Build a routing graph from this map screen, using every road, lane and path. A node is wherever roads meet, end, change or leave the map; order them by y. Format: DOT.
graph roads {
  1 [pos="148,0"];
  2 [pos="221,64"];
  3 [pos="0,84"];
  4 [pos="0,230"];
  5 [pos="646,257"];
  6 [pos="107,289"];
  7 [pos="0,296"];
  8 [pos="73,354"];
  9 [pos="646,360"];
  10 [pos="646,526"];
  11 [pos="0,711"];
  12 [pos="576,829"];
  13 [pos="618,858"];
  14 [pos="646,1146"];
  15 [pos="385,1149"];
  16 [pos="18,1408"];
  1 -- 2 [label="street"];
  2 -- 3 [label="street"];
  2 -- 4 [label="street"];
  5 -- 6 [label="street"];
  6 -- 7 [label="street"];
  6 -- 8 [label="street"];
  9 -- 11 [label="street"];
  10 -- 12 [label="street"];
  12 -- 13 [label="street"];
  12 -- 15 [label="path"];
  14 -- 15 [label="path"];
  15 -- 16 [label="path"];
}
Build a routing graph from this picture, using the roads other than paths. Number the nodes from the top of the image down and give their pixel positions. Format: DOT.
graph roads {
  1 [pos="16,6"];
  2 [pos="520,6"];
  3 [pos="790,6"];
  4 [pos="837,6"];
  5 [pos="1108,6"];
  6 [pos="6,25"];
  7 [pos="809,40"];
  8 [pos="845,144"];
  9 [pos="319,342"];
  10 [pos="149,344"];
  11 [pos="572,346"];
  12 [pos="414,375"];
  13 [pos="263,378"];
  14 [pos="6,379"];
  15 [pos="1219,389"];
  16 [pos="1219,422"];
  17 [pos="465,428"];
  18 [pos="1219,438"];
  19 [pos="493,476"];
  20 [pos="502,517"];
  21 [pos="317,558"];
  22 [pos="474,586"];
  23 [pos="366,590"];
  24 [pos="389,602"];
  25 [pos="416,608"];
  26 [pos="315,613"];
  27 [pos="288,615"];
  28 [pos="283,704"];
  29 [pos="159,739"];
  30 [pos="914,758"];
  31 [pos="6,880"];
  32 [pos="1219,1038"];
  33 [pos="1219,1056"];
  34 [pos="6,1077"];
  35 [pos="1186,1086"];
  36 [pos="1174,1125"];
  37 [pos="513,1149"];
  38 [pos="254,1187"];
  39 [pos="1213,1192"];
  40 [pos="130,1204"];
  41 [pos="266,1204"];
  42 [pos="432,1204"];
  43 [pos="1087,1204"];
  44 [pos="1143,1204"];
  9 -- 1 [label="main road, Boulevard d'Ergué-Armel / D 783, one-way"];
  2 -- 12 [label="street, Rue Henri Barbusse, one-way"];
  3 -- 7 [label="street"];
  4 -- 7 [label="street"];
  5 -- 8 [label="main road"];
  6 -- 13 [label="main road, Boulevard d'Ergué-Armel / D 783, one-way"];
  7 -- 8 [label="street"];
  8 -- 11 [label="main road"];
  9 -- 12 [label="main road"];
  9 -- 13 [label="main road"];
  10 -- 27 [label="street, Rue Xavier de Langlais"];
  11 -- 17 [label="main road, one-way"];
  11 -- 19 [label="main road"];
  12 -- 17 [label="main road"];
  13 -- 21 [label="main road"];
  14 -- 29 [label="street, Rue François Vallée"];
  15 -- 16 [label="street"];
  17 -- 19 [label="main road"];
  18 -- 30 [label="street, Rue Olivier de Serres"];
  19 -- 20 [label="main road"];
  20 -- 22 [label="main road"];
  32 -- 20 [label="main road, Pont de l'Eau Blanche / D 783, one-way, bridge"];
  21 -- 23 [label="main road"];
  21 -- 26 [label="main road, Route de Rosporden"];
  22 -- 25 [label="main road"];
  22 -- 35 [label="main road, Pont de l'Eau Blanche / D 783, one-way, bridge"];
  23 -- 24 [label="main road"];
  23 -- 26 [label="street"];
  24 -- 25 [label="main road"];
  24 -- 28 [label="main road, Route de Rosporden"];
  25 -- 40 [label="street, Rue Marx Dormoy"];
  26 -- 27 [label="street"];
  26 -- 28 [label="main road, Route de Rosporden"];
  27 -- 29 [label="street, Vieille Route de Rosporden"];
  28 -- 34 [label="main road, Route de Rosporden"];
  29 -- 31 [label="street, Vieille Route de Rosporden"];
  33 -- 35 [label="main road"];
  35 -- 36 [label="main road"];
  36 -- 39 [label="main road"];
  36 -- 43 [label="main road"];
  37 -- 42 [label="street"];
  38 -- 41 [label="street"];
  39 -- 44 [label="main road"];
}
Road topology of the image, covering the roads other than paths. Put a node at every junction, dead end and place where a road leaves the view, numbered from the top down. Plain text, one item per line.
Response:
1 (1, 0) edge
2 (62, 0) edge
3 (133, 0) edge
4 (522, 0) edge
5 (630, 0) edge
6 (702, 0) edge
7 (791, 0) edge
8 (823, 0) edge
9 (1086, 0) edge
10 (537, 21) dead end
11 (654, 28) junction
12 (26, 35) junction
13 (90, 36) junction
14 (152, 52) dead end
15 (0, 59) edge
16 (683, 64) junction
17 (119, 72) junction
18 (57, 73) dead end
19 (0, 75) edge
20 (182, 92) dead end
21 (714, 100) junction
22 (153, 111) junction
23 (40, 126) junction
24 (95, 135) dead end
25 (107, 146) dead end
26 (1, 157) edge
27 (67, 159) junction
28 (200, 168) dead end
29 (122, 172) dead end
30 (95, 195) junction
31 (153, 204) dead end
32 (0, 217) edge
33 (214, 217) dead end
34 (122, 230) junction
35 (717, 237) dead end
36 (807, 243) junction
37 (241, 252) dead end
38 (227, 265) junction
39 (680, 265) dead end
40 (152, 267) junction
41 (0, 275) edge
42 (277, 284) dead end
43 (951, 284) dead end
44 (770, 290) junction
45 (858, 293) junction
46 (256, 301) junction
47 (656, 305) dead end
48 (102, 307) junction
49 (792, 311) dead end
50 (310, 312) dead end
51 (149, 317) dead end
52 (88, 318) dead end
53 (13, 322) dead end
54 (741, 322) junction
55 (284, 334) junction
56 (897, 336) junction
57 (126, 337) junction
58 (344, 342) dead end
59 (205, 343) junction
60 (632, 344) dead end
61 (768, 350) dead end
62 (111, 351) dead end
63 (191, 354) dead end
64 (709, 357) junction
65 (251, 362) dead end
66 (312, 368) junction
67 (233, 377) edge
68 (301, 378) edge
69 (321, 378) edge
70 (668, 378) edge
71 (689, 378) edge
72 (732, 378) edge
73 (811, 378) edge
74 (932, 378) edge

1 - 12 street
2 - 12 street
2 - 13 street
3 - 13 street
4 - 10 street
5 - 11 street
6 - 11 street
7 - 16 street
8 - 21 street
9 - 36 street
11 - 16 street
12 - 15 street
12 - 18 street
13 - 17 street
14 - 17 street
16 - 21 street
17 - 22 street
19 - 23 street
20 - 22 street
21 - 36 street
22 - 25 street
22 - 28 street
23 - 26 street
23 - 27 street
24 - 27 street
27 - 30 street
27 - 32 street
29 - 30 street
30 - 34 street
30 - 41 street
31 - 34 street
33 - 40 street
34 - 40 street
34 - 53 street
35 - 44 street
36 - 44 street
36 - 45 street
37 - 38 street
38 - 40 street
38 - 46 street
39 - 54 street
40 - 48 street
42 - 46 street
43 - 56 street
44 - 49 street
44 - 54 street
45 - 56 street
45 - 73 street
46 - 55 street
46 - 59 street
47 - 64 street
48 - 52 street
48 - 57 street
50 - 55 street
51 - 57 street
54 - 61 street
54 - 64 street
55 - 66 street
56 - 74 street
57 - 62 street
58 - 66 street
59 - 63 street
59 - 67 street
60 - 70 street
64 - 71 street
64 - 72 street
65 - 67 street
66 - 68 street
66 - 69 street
══════
**WHAT IS BEING ASKED:** Would you output the full listing exactly as given?

**TASK SOLUTION:**
Build a routing graph from this map screen, using every road, lane and path. A node is wherever roads meet, end, change or leave the map; order them by y. Format: DOT.
graph roads {
  1 [pos="148,0"];
  2 [pos="221,64"];
  3 [pos="0,84"];
  4 [pos="0,230"];
  5 [pos="646,257"];
  6 [pos="107,289"];
  7 [pos="0,296"];
  8 [pos="73,354"];
  9 [pos="646,360"];
  10 [pos="646,526"];
  11 [pos="0,711"];
  12 [pos="576,829"];
  13 [pos="618,858"];
  14 [pos="646,1146"];
  15 [pos="385,1149"];
  16 [pos="18,1408"];
  1 -- 2 [label="street"];
  2 -- 3 [label="street"];
  2 -- 4 [label="street"];
  5 -- 6 [label="street"];
  6 -- 7 [label="street"];
  6 -- 8 [label="street"];
  9 -- 11 [label="street"];
  10 -- 12 [label="street"];
  12 -- 13 [label="street"];
  12 -- 15 [label="path"];
  14 -- 15 [label="path"];
  15 -- 16 [label="path"];
}
Build a routing graph from this picture, using the roads other than paths. Number the nodes from the top of the image down and give their pixel positions. Format: DOT.
graph roads {
  1 [pos="16,6"];
  2 [pos="520,6"];
  3 [pos="790,6"];
  4 [pos="837,6"];
  5 [pos="1108,6"];
  6 [pos="6,25"];
  7 [pos="809,40"];
  8 [pos="845,144"];
  9 [pos="319,342"];
  10 [pos="149,344"];
  11 [pos="572,346"];
  12 [pos="414,375"];
  13 [pos="263,378"];
  14 [pos="6,379"];
  15 [pos="1219,389"];
  16 [pos="1219,422"];
  17 [pos="465,428"];
  18 [pos="1219,438"];
  19 [pos="493,476"];
  20 [pos="502,517"];
  21 [pos="317,558"];
  22 [pos="474,586"];
  23 [pos="366,590"];
  24 [pos="389,602"];
  25 [pos="416,608"];
  26 [pos="315,613"];
  27 [pos="288,615"];
  28 [pos="283,704"];
  29 [pos="159,739"];
  30 [pos="914,758"];
  31 [pos="6,880"];
  32 [pos="1219,1038"];
  33 [pos="1219,1056"];
  34 [pos="6,1077"];
  35 [pos="1186,1086"];
  36 [pos="1174,1125"];
  37 [pos="513,1149"];
  38 [pos="254,1187"];
  39 [pos="1213,1192"];
  40 [pos="130,1204"];
  41 [pos="266,1204"];
  42 [pos="432,1204"];
  43 [pos="1087,1204"];
  44 [pos="1143,1204"];
  9 -- 1 [label="main road, Boulevard d'Ergué-Armel / D 783, one-way"];
  2 -- 12 [label="street, Rue Henri Barbusse, one-way"];
  3 -- 7 [label="street"];
  4 -- 7 [label="street"];
  5 -- 8 [label="main road"];
  6 -- 13 [label="main road, Boulevard d'Ergué-Armel / D 783, one-way"];
  7 -- 8 [label="street"];
  8 -- 11 [label="main road"];
  9 -- 12 [label="main road"];
  9 -- 13 [label="main road"];
  10 -- 27 [label="street, Rue Xavier de Langlais"];
  11 -- 17 [label="main road, one-way"];
  11 -- 19 [label="main road"];
  12 -- 17 [label="main road"];
  13 -- 21 [label="main road"];
  14 -- 29 [label="street, Rue François Vallée"];
  15 -- 16 [label="street"];
  17 -- 19 [label="main road"];
  18 -- 30 [label="street, Rue Olivier de Serres"];
  19 -- 20 [label="main road"];
  20 -- 22 [label="main road"];
  32 -- 20 [label="main road, Pont de l'Eau Blanche / D 783, one-way, bridge"];
  21 -- 23 [label="main road"];
  21 -- 26 [label="main road, Route de Rosporden"];
  22 -- 25 [label="main road"];
  22 -- 35 [label="main road, Pont de l'Eau Blanche / D 783, one-way, bridge"];
  23 -- 24 [label="main road"];
  23 -- 26 [label="street"];
  24 -- 25 [label="main road"];
  24 -- 28 [label="main road, Route de Rosporden"];
  25 -- 40 [label="street, Rue Marx Dormoy"];
  26 -- 27 [label="street"];
  26 -- 28 [label="main road, Route de Rosporden"];
  27 -- 29 [label="street, Vieille Route de Rosporden"];
  28 -- 34 [label="main road, Route de Rosporden"];
  29 -- 31 [label="street, Vieille Route de Rosporden"];
  33 -- 35 [label="main road"];
  35 -- 36 [label="main road"];
  36 -- 39 [label="main road"];
  36 -- 43 [label="main road"];
  37 -- 42 [label="street"];
  38 -- 41 [label="street"];
  39 -- 44 [label="main road"];
}
Road topology of the image, covering the roads other than paths. Put a node at every junction, dead end and place where a road leaves the view, numbered from the top down. Plain text, one item per line.
Response:
1 (1, 0) edge
2 (62, 0) edge
3 (133, 0) edge
4 (522, 0) edge
5 (630, 0) edge
6 (702, 0) edge
7 (791, 0) edge
8 (823, 0) edge
9 (1086, 0) edge
10 (537, 21) dead end
11 (654, 28) junction
12 (26, 35) junction
13 (90, 36) junction
14 (152, 52) dead end
15 (0, 59) edge
16 (683, 64) junction
17 (119, 72) junction
18 (57, 73) dead end
19 (0, 75) edge
20 (182, 92) dead end
21 (714, 100) junction
22 (153, 111) junction
23 (40, 126) junction
24 (95, 135) dead end
25 (107, 146) dead end
26 (1, 157) edge
27 (67, 159) junction
28 (200, 168) dead end
29 (122, 172) dead end
30 (95, 195) junction
31 (153, 204) dead end
32 (0, 217) edge
33 (214, 217) dead end
34 (122, 230) junction
35 (717, 237) dead end
36 (807, 243) junction
37 (241, 252) dead end
38 (227, 265) junction
39 (680, 265) dead end
40 (152, 267) junction
41 (0, 275) edge
42 (277, 284) dead end
43 (951, 284) dead end
44 (770, 290) junction
45 (858, 293) junction
46 (256, 301) junction
47 (656, 305) dead end
48 (102, 307) junction
49 (792, 311) dead end
50 (310, 312) dead end
51 (149, 317) dead end
52 (88, 318) dead end
53 (13, 322) dead end
54 (741, 322) junction
55 (284, 334) junction
56 (897, 336) junction
57 (126, 337) junction
58 (344, 342) dead end
59 (205, 343) junction
60 (632, 344) dead end
61 (768, 350) dead end
62 (111, 351) dead end
63 (191, 354) dead end
64 (709, 357) junction
65 (251, 362) dead end
66 (312, 368) junction
67 (233, 377) edge
68 (301, 378) edge
69 (321, 378) edge
70 (668, 378) edge
71 (689, 378) edge
72 (732, 378) edge
73 (811, 378) edge
74 (932, 378) edge

1 - 12 street
2 - 12 street
2 - 13 street
3 - 13 street
4 - 10 street
5 - 11 street
6 - 11 street
7 - 16 street
8 - 21 street
9 - 36 street
11 - 16 street
12 - 15 street
12 - 18 street
13 - 17 street
14 - 17 street
16 - 21 street
17 - 22 street
19 - 23 street
20 - 22 street
21 - 36 street
22 - 25 street
22 - 28 street
23 - 26 street
23 - 27 street
24 - 27 street
27 - 30 street
27 - 32 street
29 - 30 street
30 - 34 street
30 - 41 street
31 - 34 street
33 - 40 street
34 - 40 street
34 - 53 street
35 - 44 street
36 - 44 street
36 - 45 street
37 - 38 street
38 - 40 street
38 - 46 street
39 - 54 street
40 - 48 street
42 - 46 street
43 - 56 street
44 - 49 street
44 - 54 street
45 - 56 street
45 - 73 street
46 - 55 street
46 - 59 street
47 - 64 street
48 - 52 street
48 - 57 street
50 - 55 street
51 - 57 street
54 - 61 street
54 - 64 street
55 - 66 street
56 - 74 street
57 - 62 street
58 - 66 street
59 - 63 street
59 - 67 street
60 - 70 street
64 - 71 street
64 - 72 street
65 - 67 street
66 - 68 street
66 - 69 street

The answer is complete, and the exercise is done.